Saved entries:
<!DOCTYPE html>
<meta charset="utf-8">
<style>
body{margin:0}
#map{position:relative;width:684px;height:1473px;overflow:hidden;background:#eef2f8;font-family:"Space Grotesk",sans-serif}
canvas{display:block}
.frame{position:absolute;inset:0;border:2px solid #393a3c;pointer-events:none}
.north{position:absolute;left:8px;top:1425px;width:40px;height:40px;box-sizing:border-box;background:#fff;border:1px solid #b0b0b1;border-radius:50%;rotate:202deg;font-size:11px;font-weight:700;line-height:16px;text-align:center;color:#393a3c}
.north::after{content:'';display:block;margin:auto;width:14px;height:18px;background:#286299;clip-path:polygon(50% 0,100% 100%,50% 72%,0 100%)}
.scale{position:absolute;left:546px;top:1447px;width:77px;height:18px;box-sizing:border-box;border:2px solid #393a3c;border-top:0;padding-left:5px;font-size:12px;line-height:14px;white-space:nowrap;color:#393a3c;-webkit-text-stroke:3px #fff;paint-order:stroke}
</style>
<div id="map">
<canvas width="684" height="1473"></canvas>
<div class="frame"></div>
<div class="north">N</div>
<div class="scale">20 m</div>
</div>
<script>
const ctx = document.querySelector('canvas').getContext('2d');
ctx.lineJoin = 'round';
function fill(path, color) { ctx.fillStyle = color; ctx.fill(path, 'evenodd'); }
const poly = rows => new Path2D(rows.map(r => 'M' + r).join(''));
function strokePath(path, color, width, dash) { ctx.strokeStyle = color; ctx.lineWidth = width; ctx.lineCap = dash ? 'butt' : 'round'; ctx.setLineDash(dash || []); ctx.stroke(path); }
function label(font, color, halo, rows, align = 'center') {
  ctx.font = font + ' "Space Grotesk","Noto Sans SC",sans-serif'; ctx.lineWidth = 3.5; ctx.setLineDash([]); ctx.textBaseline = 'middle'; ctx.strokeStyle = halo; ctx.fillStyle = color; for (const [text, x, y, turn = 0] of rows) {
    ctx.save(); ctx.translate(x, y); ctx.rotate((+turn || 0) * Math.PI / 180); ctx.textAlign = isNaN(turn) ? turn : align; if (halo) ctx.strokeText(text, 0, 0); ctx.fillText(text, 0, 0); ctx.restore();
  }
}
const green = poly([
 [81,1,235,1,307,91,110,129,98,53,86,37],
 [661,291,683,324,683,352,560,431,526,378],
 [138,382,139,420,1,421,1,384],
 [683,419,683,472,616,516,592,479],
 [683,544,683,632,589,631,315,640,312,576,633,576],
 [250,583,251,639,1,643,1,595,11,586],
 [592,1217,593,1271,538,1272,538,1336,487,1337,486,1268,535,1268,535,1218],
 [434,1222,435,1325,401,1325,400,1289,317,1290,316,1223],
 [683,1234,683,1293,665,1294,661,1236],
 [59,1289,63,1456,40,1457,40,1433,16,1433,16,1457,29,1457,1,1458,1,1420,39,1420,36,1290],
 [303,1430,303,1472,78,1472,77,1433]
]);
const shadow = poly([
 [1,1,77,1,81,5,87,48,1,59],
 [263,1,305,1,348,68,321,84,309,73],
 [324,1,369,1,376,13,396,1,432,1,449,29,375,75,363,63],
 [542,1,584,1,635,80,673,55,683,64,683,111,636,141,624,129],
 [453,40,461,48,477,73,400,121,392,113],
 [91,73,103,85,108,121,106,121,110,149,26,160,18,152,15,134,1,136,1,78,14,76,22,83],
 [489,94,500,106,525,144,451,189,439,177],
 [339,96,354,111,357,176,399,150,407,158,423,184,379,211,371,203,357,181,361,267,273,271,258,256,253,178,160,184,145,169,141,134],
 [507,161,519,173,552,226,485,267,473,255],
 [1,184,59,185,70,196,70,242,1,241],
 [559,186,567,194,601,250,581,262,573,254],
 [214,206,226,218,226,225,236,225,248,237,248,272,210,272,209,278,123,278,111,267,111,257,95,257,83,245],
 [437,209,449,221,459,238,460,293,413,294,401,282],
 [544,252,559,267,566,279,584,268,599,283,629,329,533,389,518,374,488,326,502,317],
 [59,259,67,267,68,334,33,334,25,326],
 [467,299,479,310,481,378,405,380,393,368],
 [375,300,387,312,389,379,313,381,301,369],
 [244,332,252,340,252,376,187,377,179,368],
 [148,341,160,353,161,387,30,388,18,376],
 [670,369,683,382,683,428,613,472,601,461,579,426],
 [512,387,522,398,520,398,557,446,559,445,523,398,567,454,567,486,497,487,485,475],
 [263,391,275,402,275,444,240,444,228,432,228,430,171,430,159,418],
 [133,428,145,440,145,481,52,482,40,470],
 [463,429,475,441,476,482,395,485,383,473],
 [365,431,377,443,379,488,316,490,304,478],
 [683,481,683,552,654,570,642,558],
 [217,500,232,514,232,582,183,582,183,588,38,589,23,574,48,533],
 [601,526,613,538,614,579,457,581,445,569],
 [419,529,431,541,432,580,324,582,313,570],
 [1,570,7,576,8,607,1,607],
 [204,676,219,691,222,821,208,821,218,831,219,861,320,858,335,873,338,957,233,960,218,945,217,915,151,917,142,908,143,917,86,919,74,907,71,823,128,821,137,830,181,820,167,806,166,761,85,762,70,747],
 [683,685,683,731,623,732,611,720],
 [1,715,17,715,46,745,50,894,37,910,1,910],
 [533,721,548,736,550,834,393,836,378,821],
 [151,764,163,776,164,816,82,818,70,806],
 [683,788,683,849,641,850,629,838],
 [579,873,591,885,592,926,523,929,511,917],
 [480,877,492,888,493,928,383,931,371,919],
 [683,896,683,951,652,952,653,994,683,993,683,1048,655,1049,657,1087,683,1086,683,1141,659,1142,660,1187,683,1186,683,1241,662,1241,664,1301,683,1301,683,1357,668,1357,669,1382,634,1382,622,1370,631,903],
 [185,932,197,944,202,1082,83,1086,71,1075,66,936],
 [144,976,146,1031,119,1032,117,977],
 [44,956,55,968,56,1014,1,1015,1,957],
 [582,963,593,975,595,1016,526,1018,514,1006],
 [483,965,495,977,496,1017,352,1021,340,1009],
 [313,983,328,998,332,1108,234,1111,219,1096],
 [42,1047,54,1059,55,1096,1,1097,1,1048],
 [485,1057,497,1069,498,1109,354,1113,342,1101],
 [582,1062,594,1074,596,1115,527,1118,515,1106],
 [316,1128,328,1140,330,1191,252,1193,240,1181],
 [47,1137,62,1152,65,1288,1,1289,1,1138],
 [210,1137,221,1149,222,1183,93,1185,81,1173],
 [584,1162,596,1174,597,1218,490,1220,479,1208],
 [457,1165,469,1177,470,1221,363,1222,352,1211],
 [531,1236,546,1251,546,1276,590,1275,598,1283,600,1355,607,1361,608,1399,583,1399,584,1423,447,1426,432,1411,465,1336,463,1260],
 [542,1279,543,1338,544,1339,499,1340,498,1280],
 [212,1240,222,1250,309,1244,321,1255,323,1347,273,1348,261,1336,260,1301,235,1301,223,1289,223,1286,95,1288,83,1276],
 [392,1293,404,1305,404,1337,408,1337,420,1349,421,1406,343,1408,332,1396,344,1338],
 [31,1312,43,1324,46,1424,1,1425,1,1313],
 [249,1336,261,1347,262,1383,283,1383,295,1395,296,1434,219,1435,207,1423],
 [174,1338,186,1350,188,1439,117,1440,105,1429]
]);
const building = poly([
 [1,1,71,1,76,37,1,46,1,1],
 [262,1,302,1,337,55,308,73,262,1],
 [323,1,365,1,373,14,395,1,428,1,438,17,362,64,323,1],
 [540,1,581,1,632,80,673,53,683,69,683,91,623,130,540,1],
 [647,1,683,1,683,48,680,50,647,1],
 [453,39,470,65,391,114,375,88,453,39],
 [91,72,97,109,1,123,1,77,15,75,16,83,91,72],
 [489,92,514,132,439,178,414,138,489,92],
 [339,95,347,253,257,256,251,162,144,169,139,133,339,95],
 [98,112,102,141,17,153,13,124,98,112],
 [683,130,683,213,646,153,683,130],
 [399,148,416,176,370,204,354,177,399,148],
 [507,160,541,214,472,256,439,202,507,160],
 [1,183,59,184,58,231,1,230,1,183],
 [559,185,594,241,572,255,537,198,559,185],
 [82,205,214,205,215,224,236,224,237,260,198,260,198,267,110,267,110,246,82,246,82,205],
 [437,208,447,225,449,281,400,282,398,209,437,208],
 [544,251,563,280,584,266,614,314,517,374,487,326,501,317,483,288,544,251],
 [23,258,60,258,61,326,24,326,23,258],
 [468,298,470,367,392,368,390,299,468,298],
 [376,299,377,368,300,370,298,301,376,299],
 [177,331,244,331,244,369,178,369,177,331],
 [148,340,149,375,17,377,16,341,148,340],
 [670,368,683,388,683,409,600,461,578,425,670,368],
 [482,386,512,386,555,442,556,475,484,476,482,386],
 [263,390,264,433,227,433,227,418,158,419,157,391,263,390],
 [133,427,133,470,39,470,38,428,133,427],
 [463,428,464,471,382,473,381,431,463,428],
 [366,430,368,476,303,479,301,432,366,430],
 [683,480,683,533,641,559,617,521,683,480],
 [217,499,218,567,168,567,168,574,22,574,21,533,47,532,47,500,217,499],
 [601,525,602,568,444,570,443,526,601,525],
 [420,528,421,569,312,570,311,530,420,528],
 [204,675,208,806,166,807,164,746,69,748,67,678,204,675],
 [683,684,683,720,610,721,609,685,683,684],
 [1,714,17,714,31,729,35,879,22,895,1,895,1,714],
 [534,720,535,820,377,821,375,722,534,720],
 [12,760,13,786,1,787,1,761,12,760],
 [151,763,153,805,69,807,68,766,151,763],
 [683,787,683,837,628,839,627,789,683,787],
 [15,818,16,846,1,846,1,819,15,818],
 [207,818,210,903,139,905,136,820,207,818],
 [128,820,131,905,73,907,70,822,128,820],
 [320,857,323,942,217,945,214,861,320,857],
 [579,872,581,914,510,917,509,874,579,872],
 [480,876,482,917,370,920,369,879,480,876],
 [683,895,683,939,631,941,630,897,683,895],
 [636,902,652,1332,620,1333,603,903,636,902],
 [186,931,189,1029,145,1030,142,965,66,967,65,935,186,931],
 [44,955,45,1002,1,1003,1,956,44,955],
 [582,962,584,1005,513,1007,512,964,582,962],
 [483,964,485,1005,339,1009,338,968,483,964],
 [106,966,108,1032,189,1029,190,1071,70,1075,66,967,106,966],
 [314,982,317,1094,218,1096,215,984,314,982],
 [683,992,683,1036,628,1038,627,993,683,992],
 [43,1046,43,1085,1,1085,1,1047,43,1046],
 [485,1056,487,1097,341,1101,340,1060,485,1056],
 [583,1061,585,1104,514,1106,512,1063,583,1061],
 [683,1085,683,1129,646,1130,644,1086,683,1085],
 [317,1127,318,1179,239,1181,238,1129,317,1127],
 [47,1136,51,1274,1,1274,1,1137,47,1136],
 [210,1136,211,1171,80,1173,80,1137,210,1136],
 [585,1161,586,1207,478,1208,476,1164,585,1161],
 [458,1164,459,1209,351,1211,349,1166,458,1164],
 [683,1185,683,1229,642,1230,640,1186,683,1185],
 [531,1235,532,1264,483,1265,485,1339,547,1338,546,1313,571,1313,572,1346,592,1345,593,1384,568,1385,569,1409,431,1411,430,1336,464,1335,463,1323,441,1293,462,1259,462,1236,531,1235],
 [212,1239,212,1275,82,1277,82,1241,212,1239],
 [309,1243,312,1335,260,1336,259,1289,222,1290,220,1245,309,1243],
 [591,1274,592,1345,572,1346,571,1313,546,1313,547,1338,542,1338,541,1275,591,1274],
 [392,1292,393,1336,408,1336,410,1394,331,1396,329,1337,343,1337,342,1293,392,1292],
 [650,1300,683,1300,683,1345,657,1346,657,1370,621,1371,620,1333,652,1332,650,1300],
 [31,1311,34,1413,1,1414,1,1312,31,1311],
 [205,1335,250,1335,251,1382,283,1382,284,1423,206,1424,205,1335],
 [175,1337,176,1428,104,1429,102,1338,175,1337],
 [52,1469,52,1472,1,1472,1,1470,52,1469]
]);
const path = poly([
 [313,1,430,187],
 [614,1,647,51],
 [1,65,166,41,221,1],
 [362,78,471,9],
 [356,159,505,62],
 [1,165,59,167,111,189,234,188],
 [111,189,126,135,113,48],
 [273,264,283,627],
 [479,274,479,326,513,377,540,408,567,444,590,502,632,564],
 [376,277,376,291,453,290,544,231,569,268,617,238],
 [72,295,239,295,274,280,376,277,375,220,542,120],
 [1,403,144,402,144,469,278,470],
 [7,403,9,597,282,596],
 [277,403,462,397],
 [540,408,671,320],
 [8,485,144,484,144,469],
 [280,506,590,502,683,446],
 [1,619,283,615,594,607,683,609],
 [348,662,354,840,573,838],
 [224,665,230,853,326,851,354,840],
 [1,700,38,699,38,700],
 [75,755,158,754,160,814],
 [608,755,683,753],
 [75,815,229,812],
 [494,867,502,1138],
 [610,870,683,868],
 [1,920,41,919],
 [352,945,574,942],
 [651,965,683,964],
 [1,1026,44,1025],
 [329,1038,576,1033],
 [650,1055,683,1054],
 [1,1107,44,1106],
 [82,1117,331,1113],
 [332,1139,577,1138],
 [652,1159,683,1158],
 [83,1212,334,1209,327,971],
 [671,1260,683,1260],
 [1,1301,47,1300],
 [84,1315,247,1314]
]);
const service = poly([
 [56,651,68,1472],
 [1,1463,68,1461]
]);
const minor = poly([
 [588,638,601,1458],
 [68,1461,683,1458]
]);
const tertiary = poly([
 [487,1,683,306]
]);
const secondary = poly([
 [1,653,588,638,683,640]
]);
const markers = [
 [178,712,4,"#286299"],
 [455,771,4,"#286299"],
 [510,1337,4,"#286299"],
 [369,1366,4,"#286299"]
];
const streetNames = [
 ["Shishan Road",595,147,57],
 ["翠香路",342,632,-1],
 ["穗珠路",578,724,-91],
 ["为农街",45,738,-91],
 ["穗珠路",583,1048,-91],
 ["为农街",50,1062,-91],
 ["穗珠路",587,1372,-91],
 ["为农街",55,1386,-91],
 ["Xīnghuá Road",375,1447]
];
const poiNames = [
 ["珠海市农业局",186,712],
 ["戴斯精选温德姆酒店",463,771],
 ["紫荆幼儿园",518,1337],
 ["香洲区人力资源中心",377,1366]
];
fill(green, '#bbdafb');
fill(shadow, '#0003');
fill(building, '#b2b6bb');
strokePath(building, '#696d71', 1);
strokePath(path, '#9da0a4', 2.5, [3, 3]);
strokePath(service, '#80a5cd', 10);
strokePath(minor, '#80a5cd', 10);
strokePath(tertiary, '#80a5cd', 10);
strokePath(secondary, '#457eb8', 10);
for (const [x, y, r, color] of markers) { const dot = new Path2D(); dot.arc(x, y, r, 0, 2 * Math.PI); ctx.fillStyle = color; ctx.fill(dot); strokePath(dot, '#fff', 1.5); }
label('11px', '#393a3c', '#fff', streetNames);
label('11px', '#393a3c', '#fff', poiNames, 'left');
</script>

TASK GOAL:
The answer must be a single number: how many lines of the data hold the word "minor".

OUTPUT FOR THIS TASK:
2